:: Task to complete ::
A faithful, word-for-word transcription of all the data is what is needed.

[Dataset entries]
--*--

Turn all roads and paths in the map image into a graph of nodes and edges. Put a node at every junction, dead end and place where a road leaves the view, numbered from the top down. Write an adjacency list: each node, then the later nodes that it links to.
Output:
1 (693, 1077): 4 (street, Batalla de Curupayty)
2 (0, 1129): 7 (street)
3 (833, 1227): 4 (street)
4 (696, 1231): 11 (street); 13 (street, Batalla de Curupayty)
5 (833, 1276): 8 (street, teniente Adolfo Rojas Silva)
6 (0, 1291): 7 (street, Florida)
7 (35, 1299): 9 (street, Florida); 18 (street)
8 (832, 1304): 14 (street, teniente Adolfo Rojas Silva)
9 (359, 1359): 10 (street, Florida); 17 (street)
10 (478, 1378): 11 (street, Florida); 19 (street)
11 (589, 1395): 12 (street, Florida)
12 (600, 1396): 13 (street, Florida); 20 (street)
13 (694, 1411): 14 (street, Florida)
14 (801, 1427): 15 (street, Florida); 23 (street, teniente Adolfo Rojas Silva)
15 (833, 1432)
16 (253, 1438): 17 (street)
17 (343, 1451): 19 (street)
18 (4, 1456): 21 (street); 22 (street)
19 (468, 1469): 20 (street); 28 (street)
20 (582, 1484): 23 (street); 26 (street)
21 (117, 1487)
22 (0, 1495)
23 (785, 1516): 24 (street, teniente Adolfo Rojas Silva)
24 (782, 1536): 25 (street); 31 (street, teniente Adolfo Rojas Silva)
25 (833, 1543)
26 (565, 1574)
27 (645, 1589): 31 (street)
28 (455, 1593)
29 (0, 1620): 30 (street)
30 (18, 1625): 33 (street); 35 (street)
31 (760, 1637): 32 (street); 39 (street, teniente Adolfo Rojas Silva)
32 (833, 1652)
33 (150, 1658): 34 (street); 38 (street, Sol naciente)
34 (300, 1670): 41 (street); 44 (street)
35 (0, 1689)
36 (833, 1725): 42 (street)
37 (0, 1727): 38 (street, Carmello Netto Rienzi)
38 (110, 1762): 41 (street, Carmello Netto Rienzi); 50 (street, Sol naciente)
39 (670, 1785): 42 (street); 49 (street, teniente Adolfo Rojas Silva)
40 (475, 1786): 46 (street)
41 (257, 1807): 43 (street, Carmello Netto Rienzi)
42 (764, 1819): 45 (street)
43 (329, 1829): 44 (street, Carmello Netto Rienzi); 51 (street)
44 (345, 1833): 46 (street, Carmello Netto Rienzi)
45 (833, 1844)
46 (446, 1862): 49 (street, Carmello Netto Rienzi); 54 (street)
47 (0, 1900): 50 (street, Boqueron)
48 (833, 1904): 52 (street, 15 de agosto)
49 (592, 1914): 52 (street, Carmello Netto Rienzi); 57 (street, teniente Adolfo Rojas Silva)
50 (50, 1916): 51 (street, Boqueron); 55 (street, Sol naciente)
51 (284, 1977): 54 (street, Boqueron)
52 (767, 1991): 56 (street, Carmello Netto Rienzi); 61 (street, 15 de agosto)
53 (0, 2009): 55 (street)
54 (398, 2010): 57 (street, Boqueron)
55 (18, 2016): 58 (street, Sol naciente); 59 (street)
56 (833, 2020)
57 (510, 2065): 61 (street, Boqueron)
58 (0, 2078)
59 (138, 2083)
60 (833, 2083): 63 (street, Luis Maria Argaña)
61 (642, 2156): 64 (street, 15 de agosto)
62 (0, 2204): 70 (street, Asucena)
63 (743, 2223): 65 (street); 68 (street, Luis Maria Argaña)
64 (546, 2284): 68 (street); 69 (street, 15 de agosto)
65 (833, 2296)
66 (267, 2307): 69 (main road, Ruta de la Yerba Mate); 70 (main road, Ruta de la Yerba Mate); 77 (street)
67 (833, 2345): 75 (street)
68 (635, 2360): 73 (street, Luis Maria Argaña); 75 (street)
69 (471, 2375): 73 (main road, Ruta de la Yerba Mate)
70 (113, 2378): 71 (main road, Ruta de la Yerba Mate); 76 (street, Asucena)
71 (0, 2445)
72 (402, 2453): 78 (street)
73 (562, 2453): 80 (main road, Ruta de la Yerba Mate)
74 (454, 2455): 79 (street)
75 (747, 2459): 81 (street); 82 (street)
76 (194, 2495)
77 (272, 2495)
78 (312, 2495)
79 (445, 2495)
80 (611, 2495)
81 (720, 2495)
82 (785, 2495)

--*--

:: Solution for this task ::
Turn all roads and paths in the map image into a graph of nodes and edges. Put a node at every junction, dead end and place where a road leaves the view, numbered from the top down. Write an adjacency list: each node, then the later nodes that it links to.
Output:
1 (693, 1077): 4 (street, Batalla de Curupayty)
2 (0, 1129): 7 (street)
3 (833, 1227): 4 (street)
4 (696, 1231): 11 (street); 13 (street, Batalla de Curupayty)
5 (833, 1276): 8 (street, teniente Adolfo Rojas Silva)
6 (0, 1291): 7 (street, Florida)
7 (35, 1299): 9 (street, Florida); 18 (street)
8 (832, 1304): 14 (street, teniente Adolfo Rojas Silva)
9 (359, 1359): 10 (street, Florida); 17 (street)
10 (478, 1378): 11 (street, Florida); 19 (street)
11 (589, 1395): 12 (street, Florida)
12 (600, 1396): 13 (street, Florida); 20 (street)
13 (694, 1411): 14 (street, Florida)
14 (801, 1427): 15 (street, Florida); 23 (street, teniente Adolfo Rojas Silva)
15 (833, 1432)
16 (253, 1438): 17 (street)
17 (343, 1451): 19 (street)
18 (4, 1456): 21 (street); 22 (street)
19 (468, 1469): 20 (street); 28 (street)
20 (582, 1484): 23 (street); 26 (street)
21 (117, 1487)
22 (0, 1495)
23 (785, 1516): 24 (street, teniente Adolfo Rojas Silva)
24 (782, 1536): 25 (street); 31 (street, teniente Adolfo Rojas Silva)
25 (833, 1543)
26 (565, 1574)
27 (645, 1589): 31 (street)
28 (455, 1593)
29 (0, 1620): 30 (street)
30 (18, 1625): 33 (street); 35 (street)
31 (760, 1637): 32 (street); 39 (street, teniente Adolfo Rojas Silva)
32 (833, 1652)
33 (150, 1658): 34 (street); 38 (street, Sol naciente)
34 (300, 1670): 41 (street); 44 (street)
35 (0, 1689)
36 (833, 1725): 42 (street)
37 (0, 1727): 38 (street, Carmello Netto Rienzi)
38 (110, 1762): 41 (street, Carmello Netto Rienzi); 50 (street, Sol naciente)
39 (670, 1785): 42 (street); 49 (street, teniente Adolfo Rojas Silva)
40 (475, 1786): 46 (street)
41 (257, 1807): 43 (street, Carmello Netto Rienzi)
42 (764, 1819): 45 (street)
43 (329, 1829): 44 (street, Carmello Netto Rienzi); 51 (street)
44 (345, 1833): 46 (street, Carmello Netto Rienzi)
45 (833, 1844)
46 (446, 1862): 49 (street, Carmello Netto Rienzi); 54 (street)
47 (0, 1900): 50 (street, Boqueron)
48 (833, 1904): 52 (street, 15 de agosto)
49 (592, 1914): 52 (street, Carmello Netto Rienzi); 57 (street, teniente Adolfo Rojas Silva)
50 (50, 1916): 51 (street, Boqueron); 55 (street, Sol naciente)
51 (284, 1977): 54 (street, Boqueron)
52 (767, 1991): 56 (street, Carmello Netto Rienzi); 61 (street, 15 de agosto)
53 (0, 2009): 55 (street)
54 (398, 2010): 57 (street, Boqueron)
55 (18, 2016): 58 (street, Sol naciente); 59 (street)
56 (833, 2020)
57 (510, 2065): 61 (street, Boqueron)
58 (0, 2078)
59 (138, 2083)
60 (833, 2083): 63 (street, Luis Maria Argaña)
61 (642, 2156): 64 (street, 15 de agosto)
62 (0, 2204): 70 (street, Asucena)
63 (743, 2223): 65 (street); 68 (street, Luis Maria Argaña)
64 (546, 2284): 68 (street); 69 (street, 15 de agosto)
65 (833, 2296)
66 (267, 2307): 69 (main road, Ruta de la Yerba Mate); 70 (main road, Ruta de la Yerba Mate); 77 (street)
67 (833, 2345): 75 (street)
68 (635, 2360): 73 (street, Luis Maria Argaña); 75 (street)
69 (471, 2375): 73 (main road, Ruta de la Yerba Mate)
70 (113, 2378): 71 (main road, Ruta de la Yerba Mate); 76 (street, Asucena)
71 (0, 2445)
72 (402, 2453): 78 (street)
73 (562, 2453): 80 (main road, Ruta de la Yerba Mate)
74 (454, 2455): 79 (street)
75 (747, 2459): 81 (street); 82 (street)
76 (194, 2495)
77 (272, 2495)
78 (312, 2495)
79 (445, 2495)
80 (611, 2495)
81 (720, 2495)
82 (785, 2495)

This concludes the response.